**What the task asks**
For each entry that follows, produce an exact copy.

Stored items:
************
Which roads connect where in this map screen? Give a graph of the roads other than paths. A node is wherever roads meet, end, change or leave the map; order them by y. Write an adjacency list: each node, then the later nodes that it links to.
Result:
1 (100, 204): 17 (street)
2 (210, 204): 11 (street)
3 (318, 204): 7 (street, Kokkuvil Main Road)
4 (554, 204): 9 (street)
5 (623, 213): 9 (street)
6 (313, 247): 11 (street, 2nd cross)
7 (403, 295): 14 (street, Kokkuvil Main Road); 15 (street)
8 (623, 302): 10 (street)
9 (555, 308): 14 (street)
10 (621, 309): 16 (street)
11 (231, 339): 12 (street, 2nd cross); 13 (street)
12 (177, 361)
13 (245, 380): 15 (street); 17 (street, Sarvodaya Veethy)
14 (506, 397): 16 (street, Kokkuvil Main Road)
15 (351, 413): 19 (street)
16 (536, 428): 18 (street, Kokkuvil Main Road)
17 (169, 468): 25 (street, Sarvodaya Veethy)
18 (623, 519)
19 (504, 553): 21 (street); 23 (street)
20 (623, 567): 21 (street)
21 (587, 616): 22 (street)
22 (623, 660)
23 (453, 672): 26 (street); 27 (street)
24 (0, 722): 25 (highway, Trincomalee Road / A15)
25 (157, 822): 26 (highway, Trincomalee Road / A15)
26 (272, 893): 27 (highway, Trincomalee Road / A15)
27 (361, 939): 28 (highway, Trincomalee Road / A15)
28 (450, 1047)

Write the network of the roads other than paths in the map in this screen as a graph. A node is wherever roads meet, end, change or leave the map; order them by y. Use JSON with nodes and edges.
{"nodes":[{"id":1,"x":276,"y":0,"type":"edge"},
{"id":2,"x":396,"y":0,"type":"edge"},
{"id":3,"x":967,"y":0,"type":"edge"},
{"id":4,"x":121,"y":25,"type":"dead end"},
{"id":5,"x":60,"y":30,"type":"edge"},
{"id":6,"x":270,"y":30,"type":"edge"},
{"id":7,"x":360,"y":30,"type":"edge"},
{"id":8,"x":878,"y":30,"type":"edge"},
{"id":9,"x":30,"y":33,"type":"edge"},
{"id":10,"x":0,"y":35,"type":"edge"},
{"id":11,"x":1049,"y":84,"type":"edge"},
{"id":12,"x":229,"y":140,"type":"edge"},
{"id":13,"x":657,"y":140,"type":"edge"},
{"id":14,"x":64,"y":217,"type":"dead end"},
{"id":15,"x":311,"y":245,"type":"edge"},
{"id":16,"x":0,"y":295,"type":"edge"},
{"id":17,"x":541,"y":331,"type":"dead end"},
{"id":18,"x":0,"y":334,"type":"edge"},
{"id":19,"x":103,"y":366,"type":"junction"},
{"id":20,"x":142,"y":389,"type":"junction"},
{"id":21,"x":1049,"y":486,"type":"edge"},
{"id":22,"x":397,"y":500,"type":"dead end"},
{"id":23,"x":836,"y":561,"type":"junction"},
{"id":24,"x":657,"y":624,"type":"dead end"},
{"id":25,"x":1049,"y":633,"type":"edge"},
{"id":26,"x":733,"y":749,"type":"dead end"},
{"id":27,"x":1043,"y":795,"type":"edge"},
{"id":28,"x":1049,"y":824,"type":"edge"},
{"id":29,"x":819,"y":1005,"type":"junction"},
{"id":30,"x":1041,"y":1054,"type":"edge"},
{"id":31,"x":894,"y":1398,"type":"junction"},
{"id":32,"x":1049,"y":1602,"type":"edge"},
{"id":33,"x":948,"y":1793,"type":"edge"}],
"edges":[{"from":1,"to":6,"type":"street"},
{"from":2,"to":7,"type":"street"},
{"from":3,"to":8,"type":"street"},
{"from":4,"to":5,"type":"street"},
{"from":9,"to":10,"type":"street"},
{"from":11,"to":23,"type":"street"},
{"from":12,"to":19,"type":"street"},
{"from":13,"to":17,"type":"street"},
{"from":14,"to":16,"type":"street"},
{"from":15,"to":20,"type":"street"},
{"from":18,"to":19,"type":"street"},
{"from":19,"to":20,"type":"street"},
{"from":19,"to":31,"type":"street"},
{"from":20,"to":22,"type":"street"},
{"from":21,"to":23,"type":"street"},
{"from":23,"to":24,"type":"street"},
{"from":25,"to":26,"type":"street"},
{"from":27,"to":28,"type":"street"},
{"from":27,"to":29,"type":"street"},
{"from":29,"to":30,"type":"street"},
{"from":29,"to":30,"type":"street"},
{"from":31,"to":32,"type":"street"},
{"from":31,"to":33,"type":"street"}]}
************
**Exercise output**
Which roads connect where in this map screen? Give a graph of the roads other than paths. A node is wherever roads meet, end, change or leave the map; order them by y. Write an adjacency list: each node, then the later nodes that it links to.
Result:
1 (100, 204): 17 (street)
2 (210, 204): 11 (street)
3 (318, 204): 7 (street, Kokkuvil Main Road)
4 (554, 204): 9 (street)
5 (623, 213): 9 (street)
6 (313, 247): 11 (street, 2nd cross)
7 (403, 295): 14 (street, Kokkuvil Main Road); 15 (street)
8 (623, 302): 10 (street)
9 (555, 308): 14 (street)
10 (621, 309): 16 (street)
11 (231, 339): 12 (street, 2nd cross); 13 (street)
12 (177, 361)
13 (245, 380): 15 (street); 17 (street, Sarvodaya Veethy)
14 (506, 397): 16 (street, Kokkuvil Main Road)
15 (351, 413): 19 (street)
16 (536, 428): 18 (street, Kokkuvil Main Road)
17 (169, 468): 25 (street, Sarvodaya Veethy)
18 (623, 519)
19 (504, 553): 21 (street); 23 (street)
20 (623, 567): 21 (street)
21 (587, 616): 22 (street)
22 (623, 660)
23 (453, 672): 26 (street); 27 (street)
24 (0, 722): 25 (highway, Trincomalee Road / A15)
25 (157, 822): 26 (highway, Trincomalee Road / A15)
26 (272, 893): 27 (highway, Trincomalee Road / A15)
27 (361, 939): 28 (highway, Trincomalee Road / A15)
28 (450, 1047)

Write the network of the roads other than paths in the map in this screen as a graph. A node is wherever roads meet, end, change or leave the map; order them by y. Use JSON with nodes and edges.
{"nodes":[{"id":1,"x":276,"y":0,"type":"edge"},
{"id":2,"x":396,"y":0,"type":"edge"},
{"id":3,"x":967,"y":0,"type":"edge"},
{"id":4,"x":121,"y":25,"type":"dead end"},
{"id":5,"x":60,"y":30,"type":"edge"},
{"id":6,"x":270,"y":30,"type":"edge"},
{"id":7,"x":360,"y":30,"type":"edge"},
{"id":8,"x":878,"y":30,"type":"edge"},
{"id":9,"x":30,"y":33,"type":"edge"},
{"id":10,"x":0,"y":35,"type":"edge"},
{"id":11,"x":1049,"y":84,"type":"edge"},
{"id":12,"x":229,"y":140,"type":"edge"},
{"id":13,"x":657,"y":140,"type":"edge"},
{"id":14,"x":64,"y":217,"type":"dead end"},
{"id":15,"x":311,"y":245,"type":"edge"},
{"id":16,"x":0,"y":295,"type":"edge"},
{"id":17,"x":541,"y":331,"type":"dead end"},
{"id":18,"x":0,"y":334,"type":"edge"},
{"id":19,"x":103,"y":366,"type":"junction"},
{"id":20,"x":142,"y":389,"type":"junction"},
{"id":21,"x":1049,"y":486,"type":"edge"},
{"id":22,"x":397,"y":500,"type":"dead end"},
{"id":23,"x":836,"y":561,"type":"junction"},
{"id":24,"x":657,"y":624,"type":"dead end"},
{"id":25,"x":1049,"y":633,"type":"edge"},
{"id":26,"x":733,"y":749,"type":"dead end"},
{"id":27,"x":1043,"y":795,"type":"edge"},
{"id":28,"x":1049,"y":824,"type":"edge"},
{"id":29,"x":819,"y":1005,"type":"junction"},
{"id":30,"x":1041,"y":1054,"type":"edge"},
{"id":31,"x":894,"y":1398,"type":"junction"},
{"id":32,"x":1049,"y":1602,"type":"edge"},
{"id":33,"x":948,"y":1793,"type":"edge"}],
"edges":[{"from":1,"to":6,"type":"street"},
{"from":2,"to":7,"type":"street"},
{"from":3,"to":8,"type":"street"},
{"from":4,"to":5,"type":"street"},
{"from":9,"to":10,"type":"street"},
{"from":11,"to":23,"type":"street"},
{"from":12,"to":19,"type":"street"},
{"from":13,"to":17,"type":"street"},
{"from":14,"to":16,"type":"street"},
{"from":15,"to":20,"type":"street"},
{"from":18,"to":19,"type":"street"},
{"from":19,"to":20,"type":"street"},
{"from":19,"to":31,"type":"street"},
{"from":20,"to":22,"type":"street"},
{"from":21,"to":23,"type":"street"},
{"from":23,"to":24,"type":"street"},
{"from":25,"to":26,"type":"street"},
{"from":27,"to":28,"type":"street"},
{"from":27,"to":29,"type":"street"},
{"from":29,"to":30,"type":"street"},
{"from":29,"to":30,"type":"street"},
{"from":31,"to":32,"type":"street"},
{"from":31,"to":33,"type":"street"}]}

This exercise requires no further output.